With a wrench of desperation, I finally saw it was empty.

I yelled one more time. Only the night noises of frogs and insects answered.

Blinded by a car's headlights that swept the corner, showing the serrated edges of the marsh grass waving in the night breeze, I was unaware of the passage of time as I faded in and out of my torture. I fought for clarity, and as the beacon showed me the crumpled mass of the front end of the car that trapped me, I was able to take it all in, seeing the hood sprung, bent and twisted where it had slammed into the base of a bridge.

How long have we been here? Where is Claire?

When a second set of headlights flashed over the car through the open door, I briefly saw my leg and realized that my foot was twisted at the wrong angle, almost straight backward. Just below my knee, jagged bone protruded from the fabric of my pants.

I retched dryly.

The cars pulled to a stop close to the wreck that held me. One door opened, then another. A man from each car stopped in front of the headlights nearest me.

"You did right, calling me," one voice said softly. "I'll remember that."

"Thought you wouldn't mind getting woke out of bed, Chief. Her being a deMarionne and all."

"Sergeant, I already told you I'd remember. Now get a flare a hundred yards north and another a hundred yards south. Last thing we need is another idiot driving into a bridge abutment like this. Miracle this car didn't flip and drown them all."

"Yes, sir."

The sergeant immediately moved to the trunk of his patrol car, using his flashlight to locate the flares.

Both cars were parked on the slightly higher ground. I wanted to call up to them, to plead for help to get me to the safety of dry ground. But my voice would not obey me.

I heard the man speak to the woman in the backseat of his own car. "Miss deMarionne, it would be best if you waited inside."

Claire was safe. She'd gone for help.

My relief lasted only until my next thought.
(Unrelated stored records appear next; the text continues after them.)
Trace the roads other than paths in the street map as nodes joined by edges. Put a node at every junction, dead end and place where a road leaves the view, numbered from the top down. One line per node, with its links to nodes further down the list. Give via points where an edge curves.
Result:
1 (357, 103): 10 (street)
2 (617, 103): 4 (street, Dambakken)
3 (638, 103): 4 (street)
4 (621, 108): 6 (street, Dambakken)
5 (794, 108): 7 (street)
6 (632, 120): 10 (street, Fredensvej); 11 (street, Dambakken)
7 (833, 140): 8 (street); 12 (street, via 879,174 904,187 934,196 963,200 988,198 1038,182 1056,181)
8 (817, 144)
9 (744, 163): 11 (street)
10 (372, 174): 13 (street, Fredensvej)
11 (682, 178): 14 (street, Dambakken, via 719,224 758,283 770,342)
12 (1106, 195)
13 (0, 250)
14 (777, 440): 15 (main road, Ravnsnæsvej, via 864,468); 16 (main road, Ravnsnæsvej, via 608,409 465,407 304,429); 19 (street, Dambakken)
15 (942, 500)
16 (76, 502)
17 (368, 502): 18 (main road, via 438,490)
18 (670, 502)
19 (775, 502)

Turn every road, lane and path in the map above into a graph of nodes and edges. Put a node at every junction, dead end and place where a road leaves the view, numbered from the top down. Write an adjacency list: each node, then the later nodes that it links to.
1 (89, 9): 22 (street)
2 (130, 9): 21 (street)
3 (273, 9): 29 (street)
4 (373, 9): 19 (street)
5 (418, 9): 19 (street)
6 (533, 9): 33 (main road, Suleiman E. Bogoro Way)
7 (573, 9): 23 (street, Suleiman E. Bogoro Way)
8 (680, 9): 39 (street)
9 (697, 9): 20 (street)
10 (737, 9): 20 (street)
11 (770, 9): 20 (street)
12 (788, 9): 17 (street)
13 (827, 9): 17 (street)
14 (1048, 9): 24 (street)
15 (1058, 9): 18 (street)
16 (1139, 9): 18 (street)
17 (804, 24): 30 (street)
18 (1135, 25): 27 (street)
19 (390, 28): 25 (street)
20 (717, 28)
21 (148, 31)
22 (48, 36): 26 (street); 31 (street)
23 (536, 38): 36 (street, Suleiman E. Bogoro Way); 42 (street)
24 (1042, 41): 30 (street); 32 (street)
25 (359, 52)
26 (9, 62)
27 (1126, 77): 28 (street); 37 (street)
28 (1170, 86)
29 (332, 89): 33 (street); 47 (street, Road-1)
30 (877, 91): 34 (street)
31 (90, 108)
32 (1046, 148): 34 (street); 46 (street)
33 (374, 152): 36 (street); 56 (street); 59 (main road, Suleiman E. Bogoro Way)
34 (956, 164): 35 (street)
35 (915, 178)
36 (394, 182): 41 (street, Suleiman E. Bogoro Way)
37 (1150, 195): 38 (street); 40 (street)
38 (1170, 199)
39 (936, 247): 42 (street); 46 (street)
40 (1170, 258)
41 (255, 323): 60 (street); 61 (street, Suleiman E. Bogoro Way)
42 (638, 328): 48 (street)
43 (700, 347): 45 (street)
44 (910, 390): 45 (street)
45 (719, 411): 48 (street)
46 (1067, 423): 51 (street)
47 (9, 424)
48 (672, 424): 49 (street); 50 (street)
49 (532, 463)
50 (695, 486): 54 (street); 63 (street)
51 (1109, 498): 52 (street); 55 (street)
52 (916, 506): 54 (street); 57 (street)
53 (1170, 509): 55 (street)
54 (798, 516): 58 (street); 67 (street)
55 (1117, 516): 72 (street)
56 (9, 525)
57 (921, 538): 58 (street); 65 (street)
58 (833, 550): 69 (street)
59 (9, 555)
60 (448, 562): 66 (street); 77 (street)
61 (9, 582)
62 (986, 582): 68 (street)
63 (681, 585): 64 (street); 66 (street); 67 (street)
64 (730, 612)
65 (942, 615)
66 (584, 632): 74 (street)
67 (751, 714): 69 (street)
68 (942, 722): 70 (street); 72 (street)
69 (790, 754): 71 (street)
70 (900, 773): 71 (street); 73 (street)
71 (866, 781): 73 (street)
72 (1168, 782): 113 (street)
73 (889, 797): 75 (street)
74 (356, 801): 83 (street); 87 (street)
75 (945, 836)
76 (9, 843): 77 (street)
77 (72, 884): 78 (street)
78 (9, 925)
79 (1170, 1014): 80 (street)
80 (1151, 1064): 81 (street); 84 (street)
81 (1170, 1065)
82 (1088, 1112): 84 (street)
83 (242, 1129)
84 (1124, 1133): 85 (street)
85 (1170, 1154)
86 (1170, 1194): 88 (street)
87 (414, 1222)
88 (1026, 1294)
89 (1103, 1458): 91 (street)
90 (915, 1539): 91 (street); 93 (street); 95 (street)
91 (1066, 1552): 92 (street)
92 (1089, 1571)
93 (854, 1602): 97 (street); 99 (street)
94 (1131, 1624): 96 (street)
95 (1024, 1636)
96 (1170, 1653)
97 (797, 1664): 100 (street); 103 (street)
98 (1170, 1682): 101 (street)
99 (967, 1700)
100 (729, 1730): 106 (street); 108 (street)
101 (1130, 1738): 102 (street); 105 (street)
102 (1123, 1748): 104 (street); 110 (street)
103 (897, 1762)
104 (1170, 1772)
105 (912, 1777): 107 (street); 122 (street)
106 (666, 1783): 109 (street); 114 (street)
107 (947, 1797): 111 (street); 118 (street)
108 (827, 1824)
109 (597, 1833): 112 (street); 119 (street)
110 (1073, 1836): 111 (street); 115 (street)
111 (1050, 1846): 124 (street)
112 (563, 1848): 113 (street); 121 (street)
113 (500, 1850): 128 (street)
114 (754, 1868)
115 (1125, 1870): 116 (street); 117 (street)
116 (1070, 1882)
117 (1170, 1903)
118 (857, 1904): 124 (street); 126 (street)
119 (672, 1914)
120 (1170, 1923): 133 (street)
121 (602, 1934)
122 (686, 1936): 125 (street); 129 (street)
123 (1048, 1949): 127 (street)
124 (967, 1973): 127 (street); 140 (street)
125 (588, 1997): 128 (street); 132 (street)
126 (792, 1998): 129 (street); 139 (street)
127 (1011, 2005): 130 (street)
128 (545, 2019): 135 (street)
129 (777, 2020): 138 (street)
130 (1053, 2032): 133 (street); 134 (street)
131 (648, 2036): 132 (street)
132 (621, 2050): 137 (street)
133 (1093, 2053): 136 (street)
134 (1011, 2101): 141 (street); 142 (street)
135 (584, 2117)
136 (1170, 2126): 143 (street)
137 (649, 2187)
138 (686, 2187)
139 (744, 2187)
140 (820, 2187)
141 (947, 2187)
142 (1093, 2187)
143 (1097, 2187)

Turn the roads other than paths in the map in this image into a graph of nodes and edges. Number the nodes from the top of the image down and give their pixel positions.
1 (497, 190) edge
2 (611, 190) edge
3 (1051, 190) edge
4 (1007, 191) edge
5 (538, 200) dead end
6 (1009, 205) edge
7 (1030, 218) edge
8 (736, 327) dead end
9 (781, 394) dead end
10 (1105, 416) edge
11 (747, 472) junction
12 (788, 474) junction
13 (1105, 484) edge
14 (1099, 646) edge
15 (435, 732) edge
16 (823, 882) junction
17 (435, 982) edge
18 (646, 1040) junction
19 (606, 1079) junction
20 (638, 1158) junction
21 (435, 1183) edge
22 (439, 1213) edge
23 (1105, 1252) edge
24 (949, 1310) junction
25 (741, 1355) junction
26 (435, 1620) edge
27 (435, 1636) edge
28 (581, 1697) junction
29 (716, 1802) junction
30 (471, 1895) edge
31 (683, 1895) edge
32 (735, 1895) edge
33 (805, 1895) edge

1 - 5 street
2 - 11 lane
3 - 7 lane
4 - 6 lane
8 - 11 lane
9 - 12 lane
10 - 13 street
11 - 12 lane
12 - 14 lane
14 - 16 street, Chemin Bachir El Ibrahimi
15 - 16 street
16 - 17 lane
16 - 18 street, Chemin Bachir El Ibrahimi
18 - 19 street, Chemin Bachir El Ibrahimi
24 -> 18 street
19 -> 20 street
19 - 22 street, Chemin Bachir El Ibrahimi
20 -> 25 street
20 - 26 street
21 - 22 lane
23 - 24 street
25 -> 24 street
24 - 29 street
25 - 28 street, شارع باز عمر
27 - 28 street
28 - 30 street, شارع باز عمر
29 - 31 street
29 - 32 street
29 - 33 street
And she's left me behind the steering wheel. In the marsh. With the water rising.

Claire did not answer the man's voice. She had begun to sob. I tried to call for her again but could not direct any sound from my throat. My mouth moved in silence, my head tilted back as if I were a fish gasping in air.

"You sit pretty," the voice continued to her.

I knew this man and his voice. Police Chief Edgar Layton. We had first met when I was ten, shortly after my mother had abandoned me. He'd interviewed me, unkindly, standing tall above me, asking terrible questions about my mother and making notes in a pad dwarfed by his large hand.

He once watched as my uncle beat me at the police station. And, in my teens, I'd heard the rumors about him, simply because his power depended so thoroughly on the parents of the other teenagers around me. It was commonly known that when the individual involved required the special diplomacy granted to a certain type of citizen, Police Chief Layton took personal charge of the crime or accident to rearrange the details.

Like now. Out here in the dark, out here in the low country. Armed with a flashlight of his own. And with a camera.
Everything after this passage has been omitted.